> _Work item_: Exact reproduction of the following data is required.

> _Source records_:
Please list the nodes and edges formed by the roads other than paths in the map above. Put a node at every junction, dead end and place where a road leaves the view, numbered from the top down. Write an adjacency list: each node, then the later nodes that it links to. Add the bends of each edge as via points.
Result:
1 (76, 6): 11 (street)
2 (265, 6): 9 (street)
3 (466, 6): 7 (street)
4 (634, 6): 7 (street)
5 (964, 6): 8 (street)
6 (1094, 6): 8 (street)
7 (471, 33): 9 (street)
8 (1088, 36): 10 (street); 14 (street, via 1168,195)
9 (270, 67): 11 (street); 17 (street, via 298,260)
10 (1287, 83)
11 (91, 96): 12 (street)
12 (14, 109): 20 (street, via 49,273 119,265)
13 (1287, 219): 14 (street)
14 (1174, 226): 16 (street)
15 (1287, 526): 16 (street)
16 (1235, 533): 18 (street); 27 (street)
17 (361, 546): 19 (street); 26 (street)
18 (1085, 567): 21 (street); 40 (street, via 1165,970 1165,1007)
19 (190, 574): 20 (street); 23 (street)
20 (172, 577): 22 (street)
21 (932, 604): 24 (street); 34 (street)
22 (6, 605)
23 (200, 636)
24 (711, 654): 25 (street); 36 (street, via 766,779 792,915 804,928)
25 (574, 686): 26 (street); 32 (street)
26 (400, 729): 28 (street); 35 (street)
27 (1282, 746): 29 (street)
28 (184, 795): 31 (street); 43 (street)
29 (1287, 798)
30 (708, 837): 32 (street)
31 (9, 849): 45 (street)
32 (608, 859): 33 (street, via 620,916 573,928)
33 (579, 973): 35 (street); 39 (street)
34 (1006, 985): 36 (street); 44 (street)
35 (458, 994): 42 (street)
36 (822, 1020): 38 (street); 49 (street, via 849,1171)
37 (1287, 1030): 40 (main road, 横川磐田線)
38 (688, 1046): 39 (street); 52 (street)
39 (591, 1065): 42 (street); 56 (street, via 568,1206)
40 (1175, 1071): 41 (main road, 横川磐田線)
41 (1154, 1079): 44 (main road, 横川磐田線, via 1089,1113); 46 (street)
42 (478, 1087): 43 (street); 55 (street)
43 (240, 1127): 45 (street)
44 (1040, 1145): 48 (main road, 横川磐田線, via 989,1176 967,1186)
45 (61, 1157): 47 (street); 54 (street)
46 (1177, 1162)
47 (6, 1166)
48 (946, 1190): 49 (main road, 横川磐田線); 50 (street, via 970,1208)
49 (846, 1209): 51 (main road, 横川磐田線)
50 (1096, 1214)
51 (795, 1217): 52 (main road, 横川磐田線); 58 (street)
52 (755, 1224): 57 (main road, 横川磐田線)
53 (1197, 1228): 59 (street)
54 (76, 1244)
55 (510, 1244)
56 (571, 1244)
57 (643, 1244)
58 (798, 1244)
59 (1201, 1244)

> _Finished exercise_:
Please list the nodes and edges formed by the roads other than paths in the map above. Put a node at every junction, dead end and place where a road leaves the view, numbered from the top down. Write an adjacency list: each node, then the later nodes that it links to. Add the bends of each edge as via points.
Result:
1 (76, 6): 11 (street)
2 (265, 6): 9 (street)
3 (466, 6): 7 (street)
4 (634, 6): 7 (street)
5 (964, 6): 8 (street)
6 (1094, 6): 8 (street)
7 (471, 33): 9 (street)
8 (1088, 36): 10 (street); 14 (street, via 1168,195)
9 (270, 67): 11 (street); 17 (street, via 298,260)
10 (1287, 83)
11 (91, 96): 12 (street)
12 (14, 109): 20 (street, via 49,273 119,265)
13 (1287, 219): 14 (street)
14 (1174, 226): 16 (street)
15 (1287, 526): 16 (street)
16 (1235, 533): 18 (street); 27 (street)
17 (361, 546): 19 (street); 26 (street)
18 (1085, 567): 21 (street); 40 (street, via 1165,970 1165,1007)
19 (190, 574): 20 (street); 23 (street)
20 (172, 577): 22 (street)
21 (932, 604): 24 (street); 34 (street)
22 (6, 605)
23 (200, 636)
24 (711, 654): 25 (street); 36 (street, via 766,779 792,915 804,928)
25 (574, 686): 26 (street); 32 (street)
26 (400, 729): 28 (street); 35 (street)
27 (1282, 746): 29 (street)
28 (184, 795): 31 (street); 43 (street)
29 (1287, 798)
30 (708, 837): 32 (street)
31 (9, 849): 45 (street)
32 (608, 859): 33 (street, via 620,916 573,928)
33 (579, 973): 35 (street); 39 (street)
34 (1006, 985): 36 (street); 44 (street)
35 (458, 994): 42 (street)
36 (822, 1020): 38 (street); 49 (street, via 849,1171)
37 (1287, 1030): 40 (main road, 横川磐田線)
38 (688, 1046): 39 (street); 52 (street)
39 (591, 1065): 42 (street); 56 (street, via 568,1206)
40 (1175, 1071): 41 (main road, 横川磐田線)
41 (1154, 1079): 44 (main road, 横川磐田線, via 1089,1113); 46 (street)
42 (478, 1087): 43 (street); 55 (street)
43 (240, 1127): 45 (street)
44 (1040, 1145): 48 (main road, 横川磐田線, via 989,1176 967,1186)
45 (61, 1157): 47 (street); 54 (street)
46 (1177, 1162)
47 (6, 1166)
48 (946, 1190): 49 (main road, 横川磐田線); 50 (street, via 970,1208)
49 (846, 1209): 51 (main road, 横川磐田線)
50 (1096, 1214)
51 (795, 1217): 52 (main road, 横川磐田線); 58 (street)
52 (755, 1224): 57 (main road, 横川磐田線)
53 (1197, 1228): 59 (street)
54 (76, 1244)
55 (510, 1244)
56 (571, 1244)
57 (643, 1244)
58 (798, 1244)
59 (1201, 1244)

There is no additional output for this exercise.